BEGIN TASK INPUTS

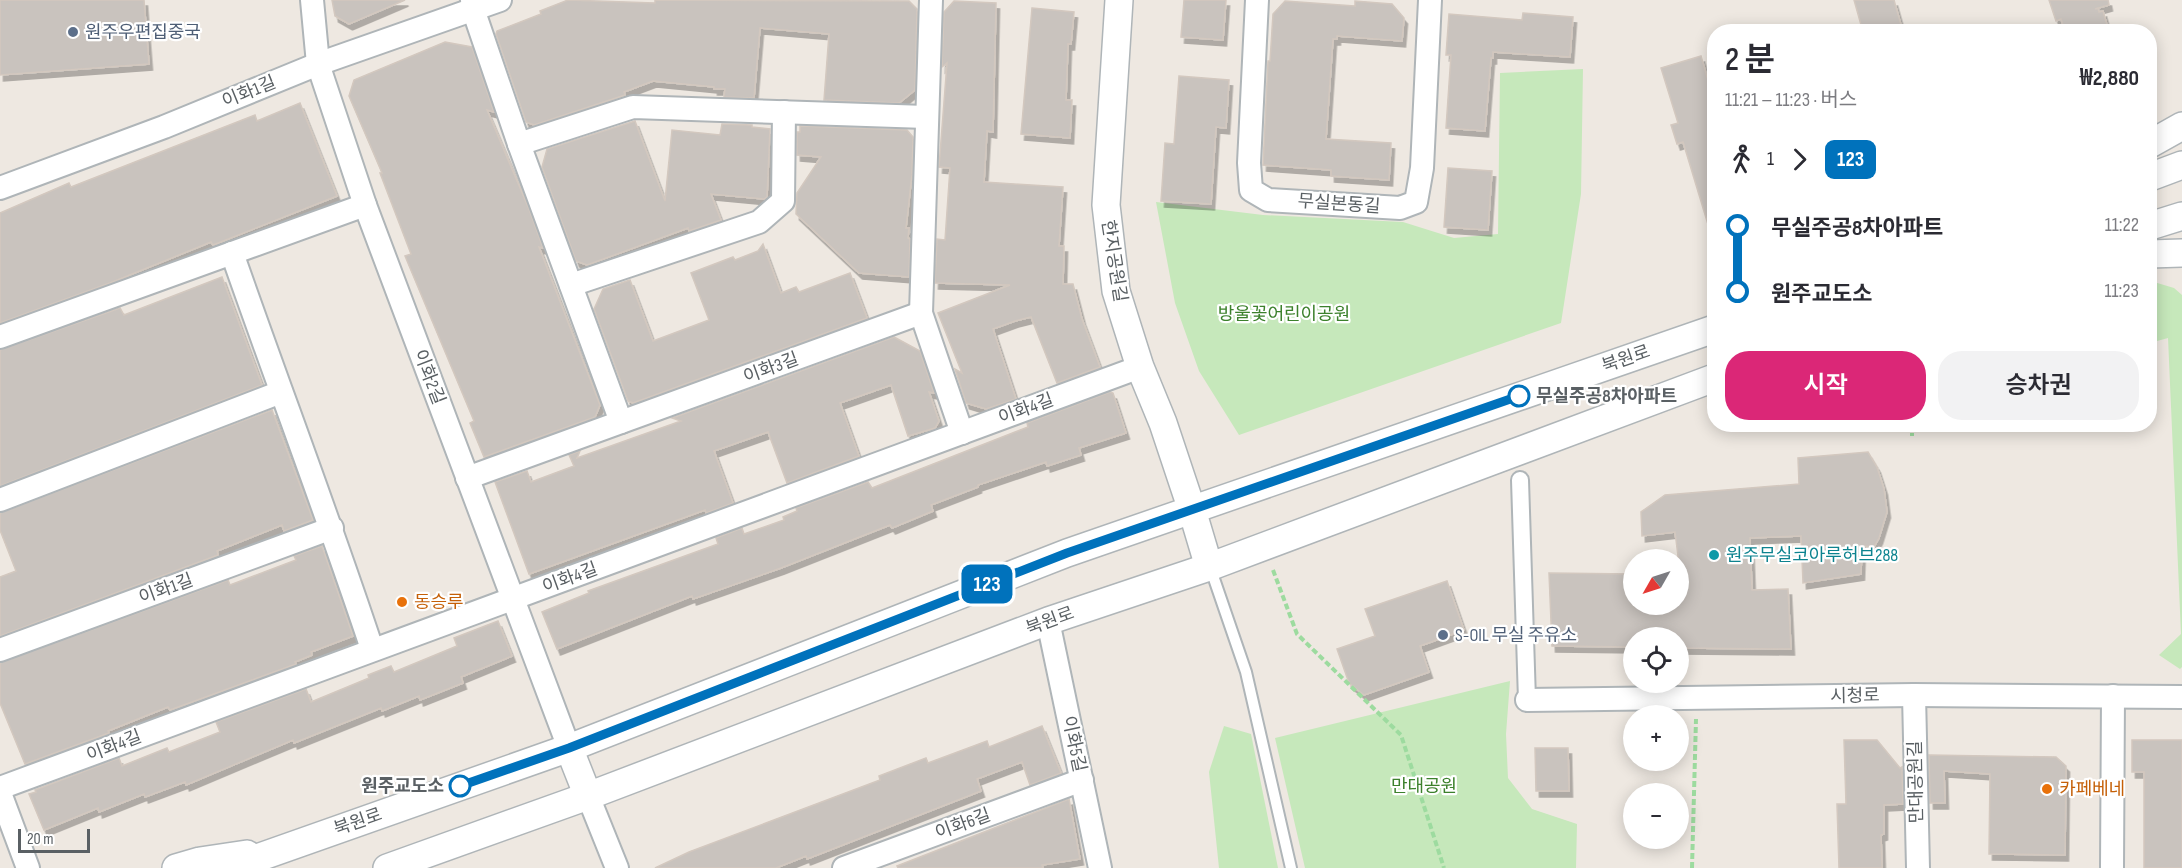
<!DOCTYPE html>
<html lang="ko">
<meta charset="utf-8">
<style>
:root{--surface:#fff;--page:#f2f2f3;--text:#2b2b33;--muted:#7c7c81;--accent:#db2777}
body{margin:0;font-family:"Sofia Sans Condensed","Noto Sans KR",sans-serif;background:var(--page);color:var(--text);height:100vh;display:flex;flex-direction:column;font-size:22px;white-space:nowrap}
*{box-sizing:border-box;margin:0}
p{font-size:20px;color:var(--muted)}
.icon{flex:none;width:33px;height:33px;fill:none;stroke:currentColor;stroke-width:2;stroke-linecap:round;stroke-linejoin:round}
.map{position:relative;flex:1;overflow:hidden}
.sheet{position:absolute;left:1707px;top:24px;width:450px;height:408px;display:flex;flex-direction:column;background:var(--surface);border-radius:24px;box-shadow:0 3px 15px #0003}
.sheet>*{flex:none}
.badge{padding:0 12px;border-radius:9px;font-size:21px;line-height:39px}
.needle{width:39px;rotate:231deg}
.controls{position:absolute;left:1623px;top:549px;display:grid;gap:12px}
.controls a{display:grid;place-items:center;width:66px;height:66px;border-radius:50%;background:var(--surface);box-shadow:0 3px 15px #0003;font-size:30px}
.scale{position:absolute;left:18px;bottom:15px;width:72px;box-sizing:border-box;padding-left:6px;border:3px solid #5a6064;border-top:0;font-size:16px;line-height:21px;white-space:nowrap;color:#5a6064;-webkit-text-stroke:4px #fff;paint-order:stroke}
.map>.badge{position:absolute;translate:-50% -50%;box-shadow:0 0 0 3px #fff}
.legs{display:flex;align-items:center;gap:9px;height:66px;padding:0 18px;font-size:20px}
.legs p{margin-inline-start:auto}
.summary{display:flex;align-items:center;justify-content:space-between;height:102px;padding:0 18px}
h1{font-size:33px;font-weight:600;line-height:45px}
.cta{display:flex;gap:12px;margin-top:auto;padding:12px 18px}
.cta a{flex:1;height:69px;border-radius:24px;background:var(--accent);color:#fff;font-size:24px;font-weight:600;line-height:69px;text-align:center}
.cta a+a{background:var(--page);color:var(--text)}
ul{padding:0 18px;list-style:none}
li{display:flex;align-items:center;gap:21px;height:66px;font-size:22px}
li i{display:grid;place-items:center;width:9px;height:100%;margin:0 8px;background:currentColor}
li i::after{content:'';width:15px;height:15px;margin:-8px;border:4px solid;border-radius:50%;background:var(--surface)}
li p{margin-inline-start:auto}
li:first-child i{background:linear-gradient(#0000 50%,currentColor 0)}
li:last-child i{background:linear-gradient(currentColor 50%,#0000 0)}
.map>svg:first-child{display:block}
.green{fill:#c6e8bb}
.building{fill:#c9c3be;stroke:#d3c8bf;stroke-width:1.5;filter:url(#shadow)}
.lines{fill:none;stroke-linecap:round;stroke-linejoin:round}
.service-casing{stroke:#afb5b8;stroke-width:14}
.pedestrian-casing{stroke:#afb5b8;stroke-width:20}
.minor-casing{stroke:#afb5b8;stroke-width:26}
.tertiary-casing{stroke:#afb5b8;stroke-width:30}
.path{stroke:#9ddb9f;stroke-width:4;stroke-dasharray:6 3;stroke-linecap:butt}
.service{stroke:#fff;stroke-width:10}
.pedestrian{stroke:#fff;stroke-width:16}
.minor{stroke:#fff;stroke-width:22}
.tertiary{stroke:#fff;stroke-width:27}
.line-1-casing{stroke:#fff;stroke-width:14}
.line-1{stroke:#0072bc;stroke-width:9}
.service-dot{fill:#5c6f8a;stroke:#fff;stroke-width:2}
.stop-1-dot{fill:#fff;stroke:#0072bc;stroke-width:3}
.culture-dot{fill:#0f9aa8;stroke:#fff;stroke-width:2}
.food-dot{fill:#e8710a;stroke:#fff;stroke-width:2}
.labels{text-anchor:middle;dominant-baseline:central;stroke-width:4.5;stroke-linejoin:round;paint-order:stroke}
.service-label{font-size:18px;fill:#4e5e75;stroke:#fff;text-anchor:start}
.street-label{font-size:18px;fill:#5a6064;stroke:#fff}
.park-label{font-size:18px;fill:#3c812c;stroke:#fff}
.stop-label{font-size:18px;font-weight:bold;fill:#5a6064;stroke:#fff;text-anchor:start}
.culture-label{font-size:18px;fill:#0d838f;stroke:#fff;text-anchor:start}
.food-label{font-size:18px;fill:#c56008;stroke:#fff;text-anchor:start}
</style>
<div class="map">
<svg width="2182" height="868" viewBox="0 0 2182 868">
<defs>
<filter id="shadow"><feDropShadow dx="3.5" dy="6" stdDeviation="0" flood-color="#0004"/></filter>
</defs>
<rect width="100%" height="100%" fill="#eee8e1"/>
<g class="green">
<path d="M1583,69L1581,194L1561,323L1239,435L1199,371L1175,303L1156,202L1263,215L1403,222L1454,238L1498,234L1500,73Z"/>
<path d="M2154,282L2174,288L2182,295V667L2180,669L2159,655L2181,634L2168,338L2150,343V283Z"/>
<path d="M1510,681L1506,734L1508,778L1532,809L1577,824L1576,868H1305L1275,738Z"/>
<path d="M1224,726L1251,734L1278,868H1219L1209,772Z"/>
</g>
<g class="building">
<path d="M0,0H144L149,64L0,75Z"/>
<path d="M332,0H405L349,24L335,16Z"/>
<path d="M568,0L655,3V0L909,1L917,9L915,90L899,103L824,100L829,34L760,28L754,98L724,97L725,89H714V87L653,81L624,92L625,95L534,125L526,122L496,34L497,31L541,14L540,11Z"/>
<path d="M1184,0H1226L1223,40L1181,37Z"/>
<path d="M1854,0H1894L1903,32H1863Z"/>
<path d="M2049,0H2108L2109,5L2095,9L2098,8L2099,12L2103,11L2109,32H2065L2061,19L2056,21Z"/>
<path d="M954,1L996,3L993,132L987,131L984,182L1063,187L1059,246H1064L1063,284H1073L1082,319L1100,367L1057,383L1031,317L1015,321L993,329L1016,399L986,409L966,403L955,369L962,373L938,313L1010,285L935,283L937,239L945,240L950,168L939,167L947,63L942,67L944,12Z"/>
<path d="M1285,1L1355,6V1L1392,4L1404,18L1402,41L1337,36V39H1333L1326,139L1391,143L1389,180L1331,176V170L1263,165L1268,61H1270L1273,14Z"/>
<path d="M1032,8L1074,12L1071,44H1068L1066,100H1072L1070,138L1021,134Z"/>
<path d="M1523,13L1573,17L1570,57L1493,52V58H1491L1485,131L1446,128L1451,55H1446L1449,14L1522,20Z"/>
<path d="M445,42L472,47L494,112L487,110L529,209L543,248L539,247L600,405L595,417L484,457L470,423L474,421L405,256L411,254L380,173H382L349,96L354,80Z"/>
<path d="M1701,56L1714,101V230L1710,231L1683,142L1677,144L1671,125L1678,123L1661,68Z"/>
<path d="M1179,76L1229,80L1226,128L1216,127L1211,204L1161,201L1165,143L1174,144Z"/>
<path d="M300,103L337,196L213,245L211,242L110,283L0,323V213L69,183L71,187L255,115L257,121Z"/>
<path d="M635,121L665,201L672,130L720,135L722,124L752,125V127L770,129L767,197L764,199L711,194L721,220L689,231L688,228L587,265L576,261L542,167L547,149Z"/>
<path d="M800,126L907,130L913,137L912,174L906,228H909L908,238L910,239L909,277L859,273L796,214L797,193L821,157L797,155V132H800Z"/>
<path d="M1448,168L1492,171L1488,230L1444,227Z"/>
<path d="M763,244L781,293L796,287L799,292L850,273L867,318L633,403L628,401L594,309L603,289L630,280L653,341L709,320L691,273L733,257L735,260L758,251Z"/>
<path d="M222,277L262,385L0,486V350L120,308L124,315Z"/>
<path d="M894,337L920,351L934,393L929,392L939,421L935,428L908,436L891,385L840,403L859,456L787,483L768,432L714,451L733,503L706,513L705,510L529,574L495,482L527,471L531,482L574,466L569,455L580,451L577,458L681,421L672,418Z"/>
<path d="M1110,392L1113,393L1126,433L1079,448L1081,455L1047,466L1046,462L978,485V487L931,505L933,511L892,528L890,525L781,568L693,599L692,596L557,649L542,612L589,593L588,591L718,544L716,538L742,528L744,534L784,520L783,517L797,511L796,508L868,482L872,488L1028,427L1027,423Z"/>
<path d="M272,410L313,520L284,531L282,525L217,551L218,555L0,636V577L16,571L0,530V513Z"/>
<path d="M1868,452L1877,467L1884,489L1887,512L1879,538L1874,547L1862,546L1861,574L1803,583L1801,536L1750,538L1752,590L1788,589L1791,649L1678,648V638H1634V647L1552,646L1549,573L1634,574V604H1678V556L1675,532L1642,536L1641,512L1665,495L1799,484L1798,458Z"/>
<path d="M322,546L353,636L311,652L312,655L295,662L296,664L170,710L168,707L108,731L109,733L25,764L0,703V663L228,580L230,585L296,560L294,556Z"/>
<path d="M1447,581L1464,630L1420,646L1429,672L1364,695L1349,683L1337,649L1375,636L1365,609Z"/>
<path d="M498,621L512,656L461,677L463,683L420,700L419,696L382,711L381,708L294,743L293,740L186,785L185,782L145,797L144,794L99,812L98,808L44,830L29,794L36,792L35,790L119,758L122,766L167,748L169,752L220,732L216,722L306,689L311,702L369,678L368,675L391,666L394,672L457,646L454,638Z"/>
<path d="M1042,726L1061,773L1030,785L1022,762L977,779L981,791L807,859L806,856L776,868H655L689,852L880,780L879,776L926,758L928,763L987,741L989,747Z"/>
<path d="M1844,740H1877L1900,768L1902,767L1903,804L1884,805V834L1881,835L1882,868H1839L1837,804H1846Z"/>
<path d="M2132,740H2182V868H2144V772H2132Z"/>
<path d="M1535,748H1568L1569,791H1536Z"/>
<path d="M1929,755L2056,757L2066,766L2065,855L1989,854L1990,774L1944,771L1945,803H1930Z"/>
<path d="M1069,799L1080,859L1042,865L1043,868H898L897,866Z"/>
</g>
<g class="lines">
<g class="service-casing">
<path id="service" d="M1210,567L1246,672L1291,868"/>
</g>
<g class="pedestrian-casing">
<path id="pedestrian" d="M1520,480L1527,700"/>
</g>
<g class="minor-casing">
<g id="minor">
<path d="M312,0L318,64L365,205L569,748"/>
<path d="M472,0L473,9L519,144L621,422"/>
<path d="M931,0L921,313L962,433"/>
<path d="M1257,0L1249,163L1251,190L1268,200L1400,208L1416,202L1422,168L1430,0"/>
<path d="M519,144L633,107L926,117"/>
<path d="M0,188L164,127L318,64L500,0"/>
<path d="M232,253C278,385 328,516 372,649"/>
<path d="M571,285L759,222L783,201L784,112"/>
<path d="M0,337L365,205"/>
<path d="M467,478L921,313"/>
<path d="M0,500L281,392"/>
<path d="M1048,621L1100,868"/>
<path d="M0,650L332,528"/>
<path d="M1914,695L1918,868"/>
<path d="M1527,700L1914,695L2182,697"/>
<path d="M0,788C379,646 760,508 1140,367"/>
<path d="M0,793L28,868"/>
<path d="M588,796L617,868"/>
<path d="M844,868L1082,780"/>
<path d="M2112,868L2113,696"/>
</g>
</g>
<g class="tertiary-casing">
<g id="tertiary">
<path d="M1119,0L1106,205L1116,291L1140,367L1163,423L1192,510L1209,567"/>
<path d="M2150,144L2182,126"/>
<path d="M2150,177L2182,165"/>
<path d="M2150,226L2182,216"/>
<path d="M2150,254L2182,253"/>
<path d="M569,748L588,796"/>
<path d="M176,868L200,861L247,854"/>
<path d="M229,868L569,748L1067,553L1714,329"/>
<path d="M387,868L588,796L1048,621L1209,567L1714,378"/>
</g>
</g>
<g class="path">
<path d="M1912,424V436"/>
<path d="M1273,570L1297,634L1401,735L1444,868"/>
<path d="M1692,868L1696,719"/>
</g>
<use href="#service" class="service"/>
<use href="#pedestrian" class="pedestrian"/>
<use href="#minor" class="minor"/>
<use href="#tertiary" class="tertiary"/>
</g>
<g class="lines">
<g class="line-1-casing">
<path id="line-1" d="M460,786L569,748L1067,553L1519,396"/>
</g>
<use href="#line-1" class="line-1"/>
</g>
<g class="service-dot">
<circle cx="73" cy="32" r="6"/>
<circle cx="1443" cy="635" r="6"/>
</g>
<g class="stop-1-dot">
<circle cx="1519" cy="396" r="10"/>
<circle cx="460" cy="786" r="10"/>
</g>
<circle class="culture-dot" cx="1714" cy="555" r="6"/>
<g class="food-dot">
<circle cx="402" cy="602" r="6"/>
<circle cx="2047" cy="789" r="6"/>
</g>
<g class="labels">
<g class="service-label">
<text x="85" y="32">원주우편집중국</text>
<text x="1455" y="635">S-OIL 무실 주유소</text>
</g>
<g class="street-label">
<text transform="translate(249 92) rotate(-22)">이화1길</text>
<text transform="translate(1339 204) rotate(4)">무실본동길</text>
<text transform="translate(1114 261) rotate(81)">한지공원길</text>
<text transform="translate(1626 359) rotate(-19)">북원로</text>
<text transform="translate(771 368) rotate(-20)">이화3길</text>
<text transform="translate(429 377) rotate(69)">이화2길</text>
<text transform="translate(1026 409) rotate(-20)">이화4길</text>
<text transform="translate(570 578) rotate(-20)">이화4길</text>
<text transform="translate(166 589) rotate(-20)">이화1길</text>
<text transform="translate(1050 621) rotate(-20)">북원로</text>
<text transform="translate(1855 696) rotate(-1)">시청로</text>
<text transform="translate(1074 744) rotate(78)">이화5길</text>
<text transform="translate(114 746) rotate(-21)">이화4길</text>
<text transform="translate(1916 782) rotate(-91)">만대공원길</text>
<text transform="translate(358 822) rotate(-19)">북원로</text>
<text transform="translate(963 824) rotate(-20)">이화6길</text>
</g>
<g class="park-label">
<text x="1284" y="314">방울꽃어린이공원</text>
<text x="1424" y="786">만대공원</text>
</g>
<g class="stop-label">
<text x="1536" y="396">무실주공8차아파트</text>
<text x="444" y="786" text-anchor="end">원주교도소</text>
</g>
<g class="culture-label">
<text x="1726" y="555">원주무실코아루허브288</text>
</g>
<g class="food-label">
<text x="414" y="602">동승루</text>
<text x="2059" y="789">카페베네</text>
</g>
</g>
</svg>
<div class="controls">
<a><svg class="needle" viewBox="-14 -14 28 28"><path d="M0-13l5 13h-10z" fill="#e53935"/><path d="M0 13l5-13h-10z" fill="#7c7c81"/></svg></a>
<a><svg class="icon" aria-label="locate" viewBox="0 0 24 24"><circle cx="12" cy="12" r="6"/><path d="M12 2v4M12 18v4M2 12h4M18 12h4"/></svg></a>
<a>+</a>
<a>−</a>
</div>
<div class="scale">20 m</div>
<b class="badge" style="left:987px;top:584px;background:#0072bc;color:#fff">123</b>
<section class="sheet">
<div class="summary"><div><h1>2 분</h1><p>11:21 – 11:23 · 버스</p></div><b>₩2,880</b></div>
<div class="legs"><svg class="icon" aria-label="walk" viewBox="0 0 24 24"><circle cx="13" cy="4" r="2"/><path d="M13 8l-2 6 4 7M11 14l-3 7M7 12l3-4h3l4 4"/></svg>1<svg class="icon" aria-label="forward" viewBox="0 0 24 24"><path d="M9 5l7 7-7 7"/></svg><b class="badge" style="background:#0072bc;color:#fff">123</b></div>
<ul>
<li><i style="color:#0072bc"></i><b>무실주공8차아파트</b><p>11:22</p></li>
<li><i style="color:#0072bc"></i><b>원주교도소</b><p>11:23</p></li>
</ul>
<div class="cta"><a>시작</a><a>승차권</a></div>
</section>
</div>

END TASK INPUTS

** EXERCISE DESCRIPTION **
What lines above hold the word "items"? Pull each one out.

** RESULT BELOW **
.controls a{display:grid;place-items:center;width:66px;height:66px;border-radius:50%;background:var(--surface);box-shadow:0 3px 15px #0003;font-size:30px}
.legs{display:flex;align-items:center;gap:9px;height:66px;padding:0 18px;font-size:20px}
.summary{display:flex;align-items:center;justify-content:space-between;height:102px;padding:0 18px}
li{display:flex;align-items:center;gap:21px;height:66px;font-size:22px}
li i{display:grid;place-items:center;width:9px;height:100%;margin:0 8px;background:currentColor}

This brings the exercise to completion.